The Trump administration has announced a position on protecting migratory birds that is a drastic pullback from policies in force for the past 100 years.
In 1916, amid the chaos of World War I, U.S. President Woodrow Wilson and King George V of Great Britain signed the Migratory Bird Treaty. The Migratory Bird Treaty Act (MBTA) wrote the treaty into U.S. law two years later. These measures protected more than 1,100 migratory bird species by making it illegal to pursue, hunt, take, capture, kill or sell live or dead birds, feathers, eggs, and nests, except as allowed by permit or regulated hunting.
This bold move was prompted by the decimation of bird populations across North America. Some 5 million birds, especially waterbirds like egrets and herons, were dying yearly to provide feathers to adorn hats, and the passenger pigeon had just gone extinct. Fearing that other species would meet the same fate, national leaders took action.
Now the Interior Department has issued a legal opinion that reinterprets the act and excludes “incidental take”—activities that are not intended to harm birds, but do so directly in ways that could have been foreseen, such as filling in wetlands where migrating birds rest and feed. Why? For fear of “unlimited potential for criminal prosecution.” As the argument goes, cat owners whose pets attack migratory birds or drivers who accidentally strike birds with their cars might be charged with crimes.

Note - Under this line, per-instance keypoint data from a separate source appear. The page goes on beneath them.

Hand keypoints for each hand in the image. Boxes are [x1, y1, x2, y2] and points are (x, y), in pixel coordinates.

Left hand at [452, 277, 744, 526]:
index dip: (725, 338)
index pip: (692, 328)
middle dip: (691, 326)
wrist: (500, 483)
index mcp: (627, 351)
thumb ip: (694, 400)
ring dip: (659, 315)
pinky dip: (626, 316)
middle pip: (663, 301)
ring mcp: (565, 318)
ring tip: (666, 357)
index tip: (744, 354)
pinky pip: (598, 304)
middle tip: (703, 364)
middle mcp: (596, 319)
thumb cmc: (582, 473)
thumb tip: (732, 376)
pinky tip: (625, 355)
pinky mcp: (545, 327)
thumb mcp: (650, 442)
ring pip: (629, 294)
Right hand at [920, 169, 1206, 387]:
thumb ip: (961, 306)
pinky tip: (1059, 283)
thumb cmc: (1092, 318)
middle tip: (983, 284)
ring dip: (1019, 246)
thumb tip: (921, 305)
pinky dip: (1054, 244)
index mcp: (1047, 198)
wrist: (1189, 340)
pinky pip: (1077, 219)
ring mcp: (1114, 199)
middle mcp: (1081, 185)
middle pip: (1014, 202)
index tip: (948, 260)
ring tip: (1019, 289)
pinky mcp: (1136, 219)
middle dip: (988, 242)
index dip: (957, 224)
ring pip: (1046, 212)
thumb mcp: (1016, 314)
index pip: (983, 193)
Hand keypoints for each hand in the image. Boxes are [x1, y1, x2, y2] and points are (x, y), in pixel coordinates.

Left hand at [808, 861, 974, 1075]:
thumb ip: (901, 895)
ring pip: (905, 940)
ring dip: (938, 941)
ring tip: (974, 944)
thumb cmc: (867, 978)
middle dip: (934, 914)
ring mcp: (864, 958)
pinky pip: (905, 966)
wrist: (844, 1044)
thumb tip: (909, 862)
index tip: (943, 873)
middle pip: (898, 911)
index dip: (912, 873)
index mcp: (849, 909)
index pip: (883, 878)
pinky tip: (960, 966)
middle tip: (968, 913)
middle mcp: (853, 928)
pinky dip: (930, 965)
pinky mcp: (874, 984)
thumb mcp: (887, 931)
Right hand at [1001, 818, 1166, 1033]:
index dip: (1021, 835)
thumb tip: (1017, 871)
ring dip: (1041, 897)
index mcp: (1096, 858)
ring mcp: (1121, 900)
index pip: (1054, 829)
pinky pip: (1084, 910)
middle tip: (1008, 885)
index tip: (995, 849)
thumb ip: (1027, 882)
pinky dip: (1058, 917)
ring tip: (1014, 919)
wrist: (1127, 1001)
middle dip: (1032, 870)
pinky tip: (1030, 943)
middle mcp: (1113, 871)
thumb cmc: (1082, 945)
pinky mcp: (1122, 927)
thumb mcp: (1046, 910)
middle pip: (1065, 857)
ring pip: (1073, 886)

But the MBTA has not been enforced this way. It is applied to cases of gross negligence where potential harm should have been anticipated and avoided, such as discharging water contaminated with toxic pesticides into a pond used by migratory birds. This new reading of the law means that companies will escape legal responsibility and liability for actions that kill millions of birds every year.
Pollution, development and habitat loss kill birds
Purposeful killing is only one of many threats to migratory birds. Habitat loss, invasive species, pollution, and collisions with buildings take heavy tolls on many species. According to the U.S. Fish and Wildlife Service, every year more than 40 million birds are killed by industrial activities or structures such as power lines, oil pits, communication towers, and wind turbines. The 2010 Deepwater Horizon oil spill in the Gulf of Mexico killed more than 1 million birds in a single event.

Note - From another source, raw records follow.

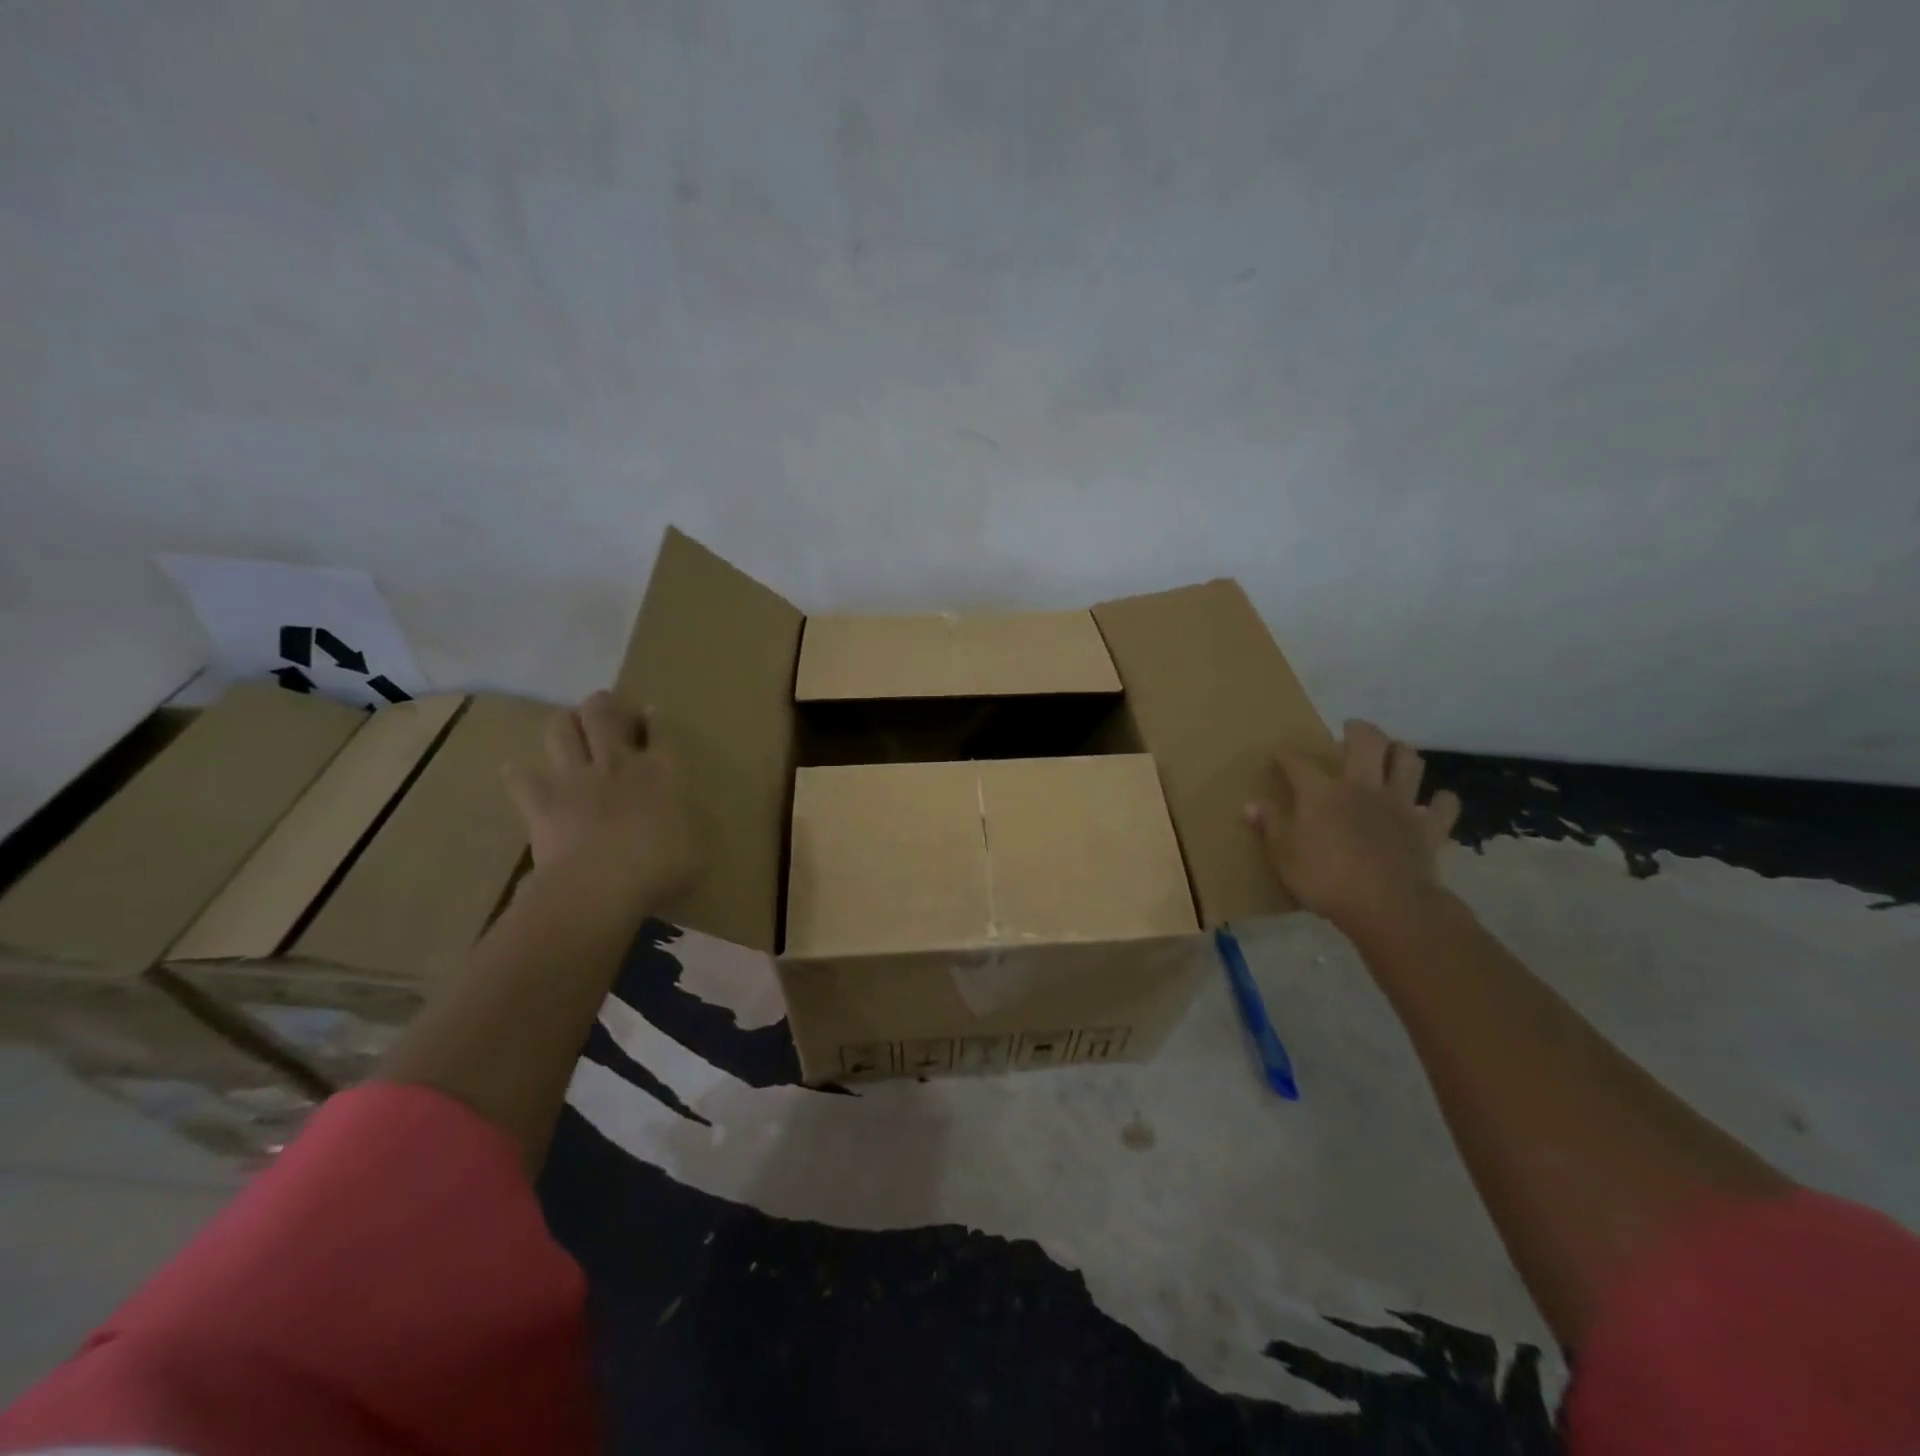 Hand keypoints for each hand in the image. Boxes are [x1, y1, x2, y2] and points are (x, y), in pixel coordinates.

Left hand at [503, 692, 698, 913]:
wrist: (599, 887)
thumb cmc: (659, 871)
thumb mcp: (695, 852)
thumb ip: (688, 830)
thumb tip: (684, 826)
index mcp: (661, 774)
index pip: (659, 733)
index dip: (654, 720)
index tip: (649, 712)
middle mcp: (617, 765)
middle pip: (603, 715)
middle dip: (603, 705)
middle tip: (604, 708)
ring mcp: (575, 779)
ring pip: (561, 730)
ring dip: (564, 725)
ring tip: (567, 729)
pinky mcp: (541, 801)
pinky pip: (520, 778)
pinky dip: (519, 775)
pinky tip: (518, 775)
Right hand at [1245, 720, 1460, 933]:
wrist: (1387, 906)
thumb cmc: (1325, 880)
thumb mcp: (1284, 856)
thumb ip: (1270, 827)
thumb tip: (1251, 805)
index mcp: (1322, 793)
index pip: (1298, 764)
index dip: (1286, 756)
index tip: (1279, 754)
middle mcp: (1362, 787)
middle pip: (1367, 743)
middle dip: (1358, 730)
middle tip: (1352, 729)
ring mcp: (1399, 804)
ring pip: (1409, 762)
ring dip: (1402, 753)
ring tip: (1395, 753)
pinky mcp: (1429, 827)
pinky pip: (1444, 806)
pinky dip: (1441, 801)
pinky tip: (1434, 802)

Seventeen former Interior Department officials representing every presidential administration from Nixon through Obama have written a memo expressing deep concern about the new policy. As they explain, the MBTA has given industries a strong and effective incentive to work with government agencies to anticipate, avoid and mitigate foreseeable death or injury to birds.
For example, it prompted energy companies to install nets above pits where they store waste fluids from oil drilling. Because these pits look like water sources, birds often land on them and can become trapped and die. Installing nets over the pits has cut annual bird deaths from roughly two million birds yearly to between 500,000 and one million. Not perfect, but a meaningful improvement.
Global citizens, global consequences
Because migratory birds don’t recognize international boundaries, the consequences of reinterpreting the MBTA may be felt across borders. In one year, an individual warbler may spend 80 days in Canada’s boreal forests, 30 days in the United States at resting and refueling sites during migration, and over 200 days in Central America.
At the Cornell Lab of Ornithology, we have constructed maps and animations using data collected by volunteers for eBird, the world’s fastest-growing biodiversity database. These references illustrate how migratory birds connect countries. Many spend the year in locations that span the Western Hemisphere.
The eastern-breeding magnolia warbler, for example, spends winters in areas in the Yucatan Peninsula and Central America that are fractions of the size of its breeding range. Seeing how densely these birds are clustered in their winter habitat shows us that each acre of that territory is important to their survival.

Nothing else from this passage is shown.